Looking at the ANOVA output, we can see that the F-statistic for the interaction term is 3.9144, which is the same as the squared t-statistic of 3.912484. This shows that the F-test and t-test are equal, with the squared t-statistic equaling the F-statistic within the limitations of computer arithmetic.
# residual plots
par(mfrow = c(2, 2))
#check linearity: plot std residuals against Ht
scatter.smooth(rstandard(model) ~ humanfat$Age, col = "grey", las = 1,
ylab = "Standardized residuals", xlab = "Age (years)")
#check constant variance: plot std residuals against predicted value
scatter.smooth(rstandard(model) ~ fitted(model), col = "grey",
las = 1, ylab = "Standardized residuals", xlab = "Fitted values")
#check normality: Q-Q plot
qqnorm(rstandard(model), las = 1, pch = 19)

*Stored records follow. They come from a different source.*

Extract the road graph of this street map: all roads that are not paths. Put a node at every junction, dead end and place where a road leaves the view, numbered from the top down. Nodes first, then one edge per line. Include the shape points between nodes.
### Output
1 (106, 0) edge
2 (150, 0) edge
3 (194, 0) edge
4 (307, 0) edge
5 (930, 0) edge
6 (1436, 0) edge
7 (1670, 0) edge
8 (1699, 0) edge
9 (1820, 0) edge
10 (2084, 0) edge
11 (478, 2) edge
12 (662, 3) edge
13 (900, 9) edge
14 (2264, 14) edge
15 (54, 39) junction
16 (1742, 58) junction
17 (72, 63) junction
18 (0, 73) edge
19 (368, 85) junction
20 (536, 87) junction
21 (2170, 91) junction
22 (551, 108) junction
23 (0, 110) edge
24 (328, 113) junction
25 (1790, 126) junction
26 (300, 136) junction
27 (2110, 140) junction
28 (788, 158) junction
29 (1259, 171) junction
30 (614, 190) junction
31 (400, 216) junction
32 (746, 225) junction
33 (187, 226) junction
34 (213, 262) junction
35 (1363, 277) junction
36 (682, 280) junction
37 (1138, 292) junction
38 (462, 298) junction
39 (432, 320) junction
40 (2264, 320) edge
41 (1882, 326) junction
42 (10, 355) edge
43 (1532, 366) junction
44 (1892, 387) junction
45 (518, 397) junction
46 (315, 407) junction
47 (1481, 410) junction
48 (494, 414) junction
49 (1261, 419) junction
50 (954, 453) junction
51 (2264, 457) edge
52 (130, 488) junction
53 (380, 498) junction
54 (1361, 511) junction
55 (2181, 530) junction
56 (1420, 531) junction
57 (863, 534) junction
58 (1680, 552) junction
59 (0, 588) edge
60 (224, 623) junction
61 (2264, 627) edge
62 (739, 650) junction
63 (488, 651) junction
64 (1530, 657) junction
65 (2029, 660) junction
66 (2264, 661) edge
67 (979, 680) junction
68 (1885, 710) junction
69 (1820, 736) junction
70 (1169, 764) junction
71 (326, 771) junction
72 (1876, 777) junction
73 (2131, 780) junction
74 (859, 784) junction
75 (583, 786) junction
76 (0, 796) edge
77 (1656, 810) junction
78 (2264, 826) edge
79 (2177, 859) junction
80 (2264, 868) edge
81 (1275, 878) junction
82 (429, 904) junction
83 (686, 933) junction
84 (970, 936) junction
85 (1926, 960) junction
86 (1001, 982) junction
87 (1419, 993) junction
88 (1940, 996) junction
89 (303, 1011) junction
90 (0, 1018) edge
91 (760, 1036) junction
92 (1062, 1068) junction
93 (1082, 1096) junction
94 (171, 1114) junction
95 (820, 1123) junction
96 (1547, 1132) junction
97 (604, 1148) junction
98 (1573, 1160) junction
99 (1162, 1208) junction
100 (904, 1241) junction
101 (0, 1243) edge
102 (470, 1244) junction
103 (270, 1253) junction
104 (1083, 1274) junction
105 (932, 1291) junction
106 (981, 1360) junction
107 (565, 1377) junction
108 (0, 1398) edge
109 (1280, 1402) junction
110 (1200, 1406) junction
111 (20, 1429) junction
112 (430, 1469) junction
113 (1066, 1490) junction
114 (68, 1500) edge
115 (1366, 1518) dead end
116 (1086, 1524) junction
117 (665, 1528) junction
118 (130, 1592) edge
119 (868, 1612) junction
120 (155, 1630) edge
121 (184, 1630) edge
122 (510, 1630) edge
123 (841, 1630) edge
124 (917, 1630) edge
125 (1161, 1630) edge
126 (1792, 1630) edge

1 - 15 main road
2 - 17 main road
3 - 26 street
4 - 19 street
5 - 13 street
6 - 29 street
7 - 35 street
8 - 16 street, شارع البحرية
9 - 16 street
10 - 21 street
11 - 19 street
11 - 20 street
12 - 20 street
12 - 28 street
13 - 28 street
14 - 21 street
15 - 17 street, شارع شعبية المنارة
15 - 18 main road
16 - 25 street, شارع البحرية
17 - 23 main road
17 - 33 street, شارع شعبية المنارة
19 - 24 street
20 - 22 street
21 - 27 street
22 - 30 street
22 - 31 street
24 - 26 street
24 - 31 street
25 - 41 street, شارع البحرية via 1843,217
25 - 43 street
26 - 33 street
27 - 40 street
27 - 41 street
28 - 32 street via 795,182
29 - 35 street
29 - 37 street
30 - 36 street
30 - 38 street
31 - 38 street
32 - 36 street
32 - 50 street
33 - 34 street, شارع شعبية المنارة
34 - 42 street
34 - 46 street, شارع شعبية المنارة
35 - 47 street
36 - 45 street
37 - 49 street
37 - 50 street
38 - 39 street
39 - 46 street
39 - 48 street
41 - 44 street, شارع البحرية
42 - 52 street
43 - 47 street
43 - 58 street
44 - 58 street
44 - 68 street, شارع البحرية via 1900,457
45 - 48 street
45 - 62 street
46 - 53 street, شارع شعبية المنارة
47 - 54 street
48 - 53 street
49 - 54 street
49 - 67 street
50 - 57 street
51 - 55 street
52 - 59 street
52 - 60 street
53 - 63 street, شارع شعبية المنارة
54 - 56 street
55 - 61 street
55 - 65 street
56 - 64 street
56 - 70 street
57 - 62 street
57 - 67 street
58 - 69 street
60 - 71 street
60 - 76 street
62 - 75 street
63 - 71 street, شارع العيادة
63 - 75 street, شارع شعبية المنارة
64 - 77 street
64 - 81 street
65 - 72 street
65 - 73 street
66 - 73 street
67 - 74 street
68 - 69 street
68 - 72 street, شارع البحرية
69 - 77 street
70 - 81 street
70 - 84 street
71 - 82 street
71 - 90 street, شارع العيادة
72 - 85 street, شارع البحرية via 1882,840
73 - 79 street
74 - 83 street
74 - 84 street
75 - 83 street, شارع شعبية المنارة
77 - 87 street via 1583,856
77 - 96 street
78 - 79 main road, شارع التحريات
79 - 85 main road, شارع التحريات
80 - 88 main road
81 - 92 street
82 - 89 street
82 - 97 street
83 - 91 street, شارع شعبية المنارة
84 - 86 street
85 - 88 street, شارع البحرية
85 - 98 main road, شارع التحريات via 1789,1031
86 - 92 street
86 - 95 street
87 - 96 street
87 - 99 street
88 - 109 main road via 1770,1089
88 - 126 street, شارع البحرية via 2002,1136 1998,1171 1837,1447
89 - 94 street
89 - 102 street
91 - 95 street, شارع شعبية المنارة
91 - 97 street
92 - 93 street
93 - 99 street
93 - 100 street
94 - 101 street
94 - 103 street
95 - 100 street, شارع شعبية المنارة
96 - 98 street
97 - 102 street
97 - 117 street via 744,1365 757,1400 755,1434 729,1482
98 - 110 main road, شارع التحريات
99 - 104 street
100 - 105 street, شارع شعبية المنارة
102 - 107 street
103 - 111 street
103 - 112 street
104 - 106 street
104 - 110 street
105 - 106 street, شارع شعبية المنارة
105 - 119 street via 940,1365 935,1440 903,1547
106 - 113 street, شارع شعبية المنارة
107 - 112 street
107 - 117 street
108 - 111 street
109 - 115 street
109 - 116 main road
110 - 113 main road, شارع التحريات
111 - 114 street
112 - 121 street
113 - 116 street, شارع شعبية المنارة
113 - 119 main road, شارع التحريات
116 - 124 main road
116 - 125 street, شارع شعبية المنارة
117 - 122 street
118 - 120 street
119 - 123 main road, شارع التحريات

qqline(rstandard(model)) # add reference line
rstandard(model)
## 1 2 3 4 5 6
## -0.009235476 0.830004480 -1.319042852 1.329052836 0.471569467 -0.974976261
## 7 8 9 10 11 12
## -0.009235476 -1.545547407 -0.234897811 0.431777129 2.122646472 -0.922835599
## 13 14 15 16 17 18
## -0.246732303 -0.820454785 -0.244485356 -0.055745863 1.574040599 -0.061828355
Linearity for Age: The plot of residuals against age suggested that the linearity assumption may not be met due to non-linearity and increasing variance. This indicates that the linear model may not fully capture the true relationship between the response variable and age. It’s possible that a nonlinear model or a transformation of the age variable may be more appropriate.
Constant Variance: The plot of residuals against fitted values indicated a mean-variance relationship, with variance increasing as the mean increased. This suggests that the assumption of constant variance may not be met, and may need to be addressed in model selection or estimation.
Normality: The Q-Q plot of residuals showed that the normality assumption may be violated, as the residuals curve above the line on the right. This suggests that the residuals are more right-skewed than expected under normality, which may indicate that the model is misspecified or that a transformation of the response variable may be necessary.
Outliers and Influential Observations: Standard residuals were used to check for the presence of outliers and influential observations. The fact that none of the standard residuals exceeded 3 suggests that no influential observations or outliers are present in the model.